Regular readers of my articles will know that I like to keep an eye on the smaller stock holdings of renowned value investor Seth Klarman (Trades, Portfolio).

Klarman is one of the most successful value investors of all time. As a result, when he makes a big trade, it is often well-covered by the financial media.

His smaller positions often attract much less attention, but they are no less critical to Klarman's portfolio. Indeed, the value investor won't open a position just for the sake of doing so. He only buys a stock after months of research, and if he can be sure that it offers an attractive risk/reward profile.

Small holdings

According to Baupost's fourth-quarter 2019 SEC filing, two new small holdings appeared in the fund's portfolio last quarter. These were Eldorado Resorts Inc. (NASDAQ:ERI) and McDermott International Inc. (OTCPK: MDRIQ).

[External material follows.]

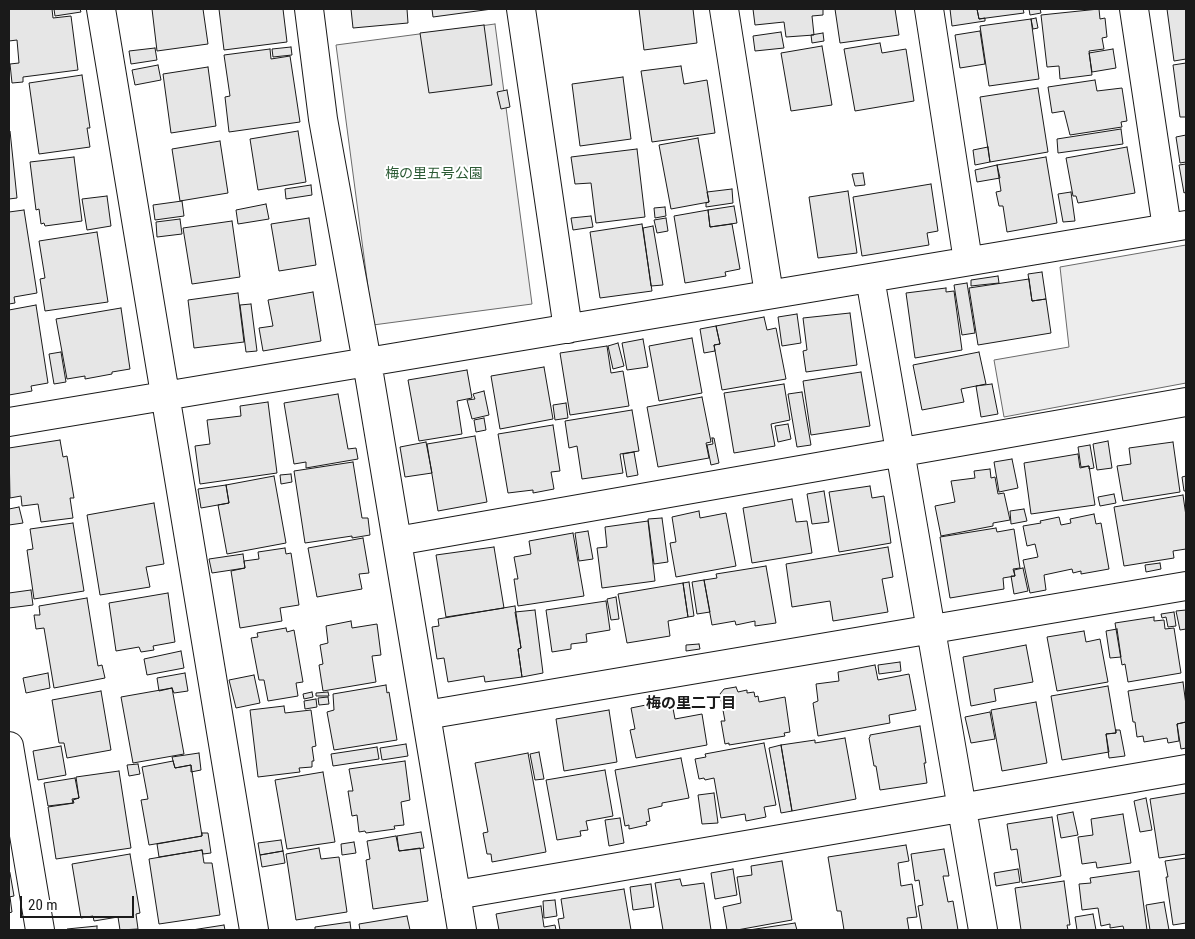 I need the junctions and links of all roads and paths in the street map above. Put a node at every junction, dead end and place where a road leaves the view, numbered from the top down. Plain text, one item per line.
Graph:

Eldorado was a $23 million position at the end of 2019. That makes it the second smallest in Baupost's $9 billion equity portfolio. The McDermott investment was worth just $535,000 at the end of 2019, making it the smallest in the portfolio.

The first thing that's interesting about these positions is their size. They're so small that even if they rose in value ten-fold, they still wouldn't have much of an impact on Bapost's overall performance. The fund manages a total of $30 billion for clients around the world.

Therefore, it seems likely to me that Klarman is either in the process of building a more significant position, or he's initiated a starter position and plans to observe the businesses going forward. Whatever the case, it is clear he sees value here.

Eldorado Resorts Inc

Eldorado Resorts Inc. is a leading casino entertainment company that owns and operates twenty-eight properties across the country. It is in the process of merging with Caesars Entertainment (NASDAQ:CZR). The deal is expected to be completed in the first half of this year.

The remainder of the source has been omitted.